Migration guide for converting Hummingbird v1 applications to Hummingbird v2

## Overview

In the short lifetime of the Hummingbird server framework there have been many major changes to the Swift language. Hummingbird v2 has been designed to take advantage of all the latest changes to Swift. In addition Hummingbird v1 was our first attempt at writing a server framework and we didn't necessarily get everything right, so v2 includes some changes where we feel we made the wrong design first time around. Below we cover most of the major changes in the library and how you should deal with them.

## SwiftNIO and Swift Concurrency

In the time that the Hummingbird server framework has been around there has been a seismic shift in the Swift language. When it was first in development the initial pitches for Swift Concurrency were only just being posted. It wasn't for another 9 months before we actually saw a release of Swift with any concurrency features. As features have become available we have tried to support them but the internals of Hummingbird were still SwiftNIO EventLoop based and held us back from providing full support for Concurrency.

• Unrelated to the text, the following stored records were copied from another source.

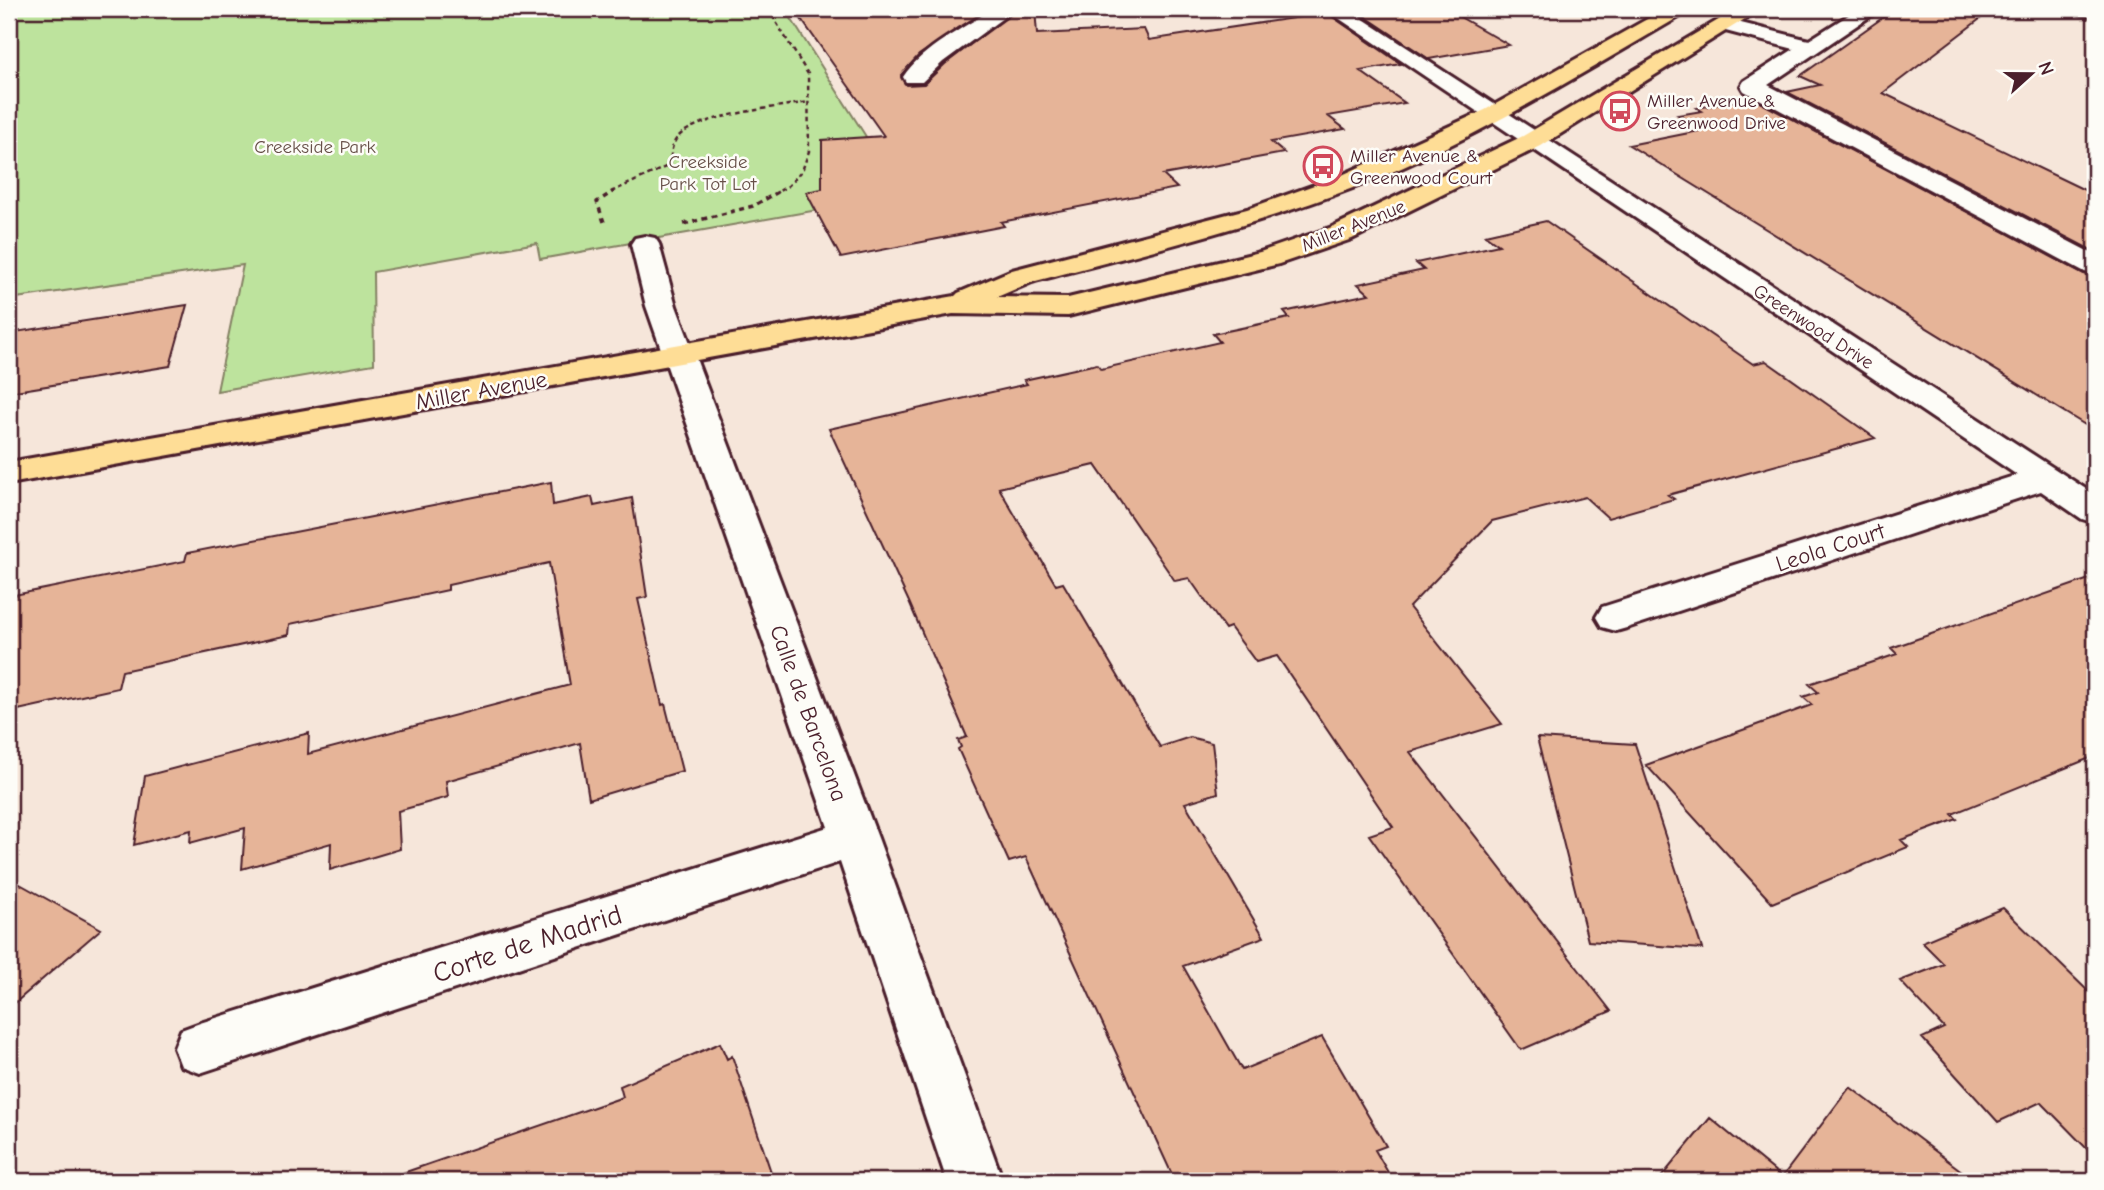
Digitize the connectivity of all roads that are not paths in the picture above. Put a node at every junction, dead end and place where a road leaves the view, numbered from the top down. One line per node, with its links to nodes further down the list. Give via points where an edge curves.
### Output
1 (1007, 9): 10 (street, via 935,57)
2 (1335, 9): 11 (street, Greenwood Drive)
3 (1679, 9): 11 (main road, Miller Avenue)
4 (1752, 9): 8 (main road, Miller Avenue)
5 (1871, 9): 9 (street)
6 (2082, 9): 7 (street)
7 (2095, 10)
8 (1724, 25): 9 (street); 12 (main road, Miller Avenue)
9 (1811, 47): 14 (street, via 1752,86)
10 (914, 77)
11 (1493, 115): 12 (street, Greenwood Drive); 15 (main road, Miller Avenue, via 1405,158 1256,215 1022,276)
12 (1532, 141): 15 (main road, Miller Avenue, via 1342,233 1269,258 1068,307); 18 (street, Greenwood Drive)
13 (645, 244): 16 (street, Calle de Barcelona)
14 (2095, 266)
15 (953, 306): 16 (main road, Miller Avenue)
16 (680, 355): 17 (main road, Miller Avenue); 21 (street, Calle de Barcelona)
17 (9, 474)
18 (2045, 478): 19 (street, Greenwood Drive); 20 (street, Leola Court)
19 (2095, 511)
20 (1616, 617)
21 (855, 838): 22 (street, Corte de Madrid); 23 (street, Calle de Barcelona)
22 (200, 1048)
23 (975, 1181)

Hummingbird v2 is now exclusively Swift concurrency based. All EventLoop based APIs have been removed.

If you have libraries you are calling into that still only provide EventLoop based APIs you can convert them to Swift concurrency using the `get` method from `EventLoopFuture`.

```swift
let value = try await eventLoopBasedFunction().get()
```

If you need to provide an `EventLoopGroup`, use either the one you provided to `HBApplication.init` or `MultiThreadedEventLoopGroup.singleton`. And when you need an `EventLoop` use `EventLoopGroup.any`.

```swift
let service = MyService(eventLoopGroup: MultiThreadedEventLoopGroup.singleton)
let result = try await service.doStuff(eventLoop: MultiThreadedEventLoopGroup.singleton.any()).get()
```

Otherwise any `EventLoopFuture` based logic you had will have to be converted to Swift concurrency. The advantage of this is, it should be a lot easier to read after.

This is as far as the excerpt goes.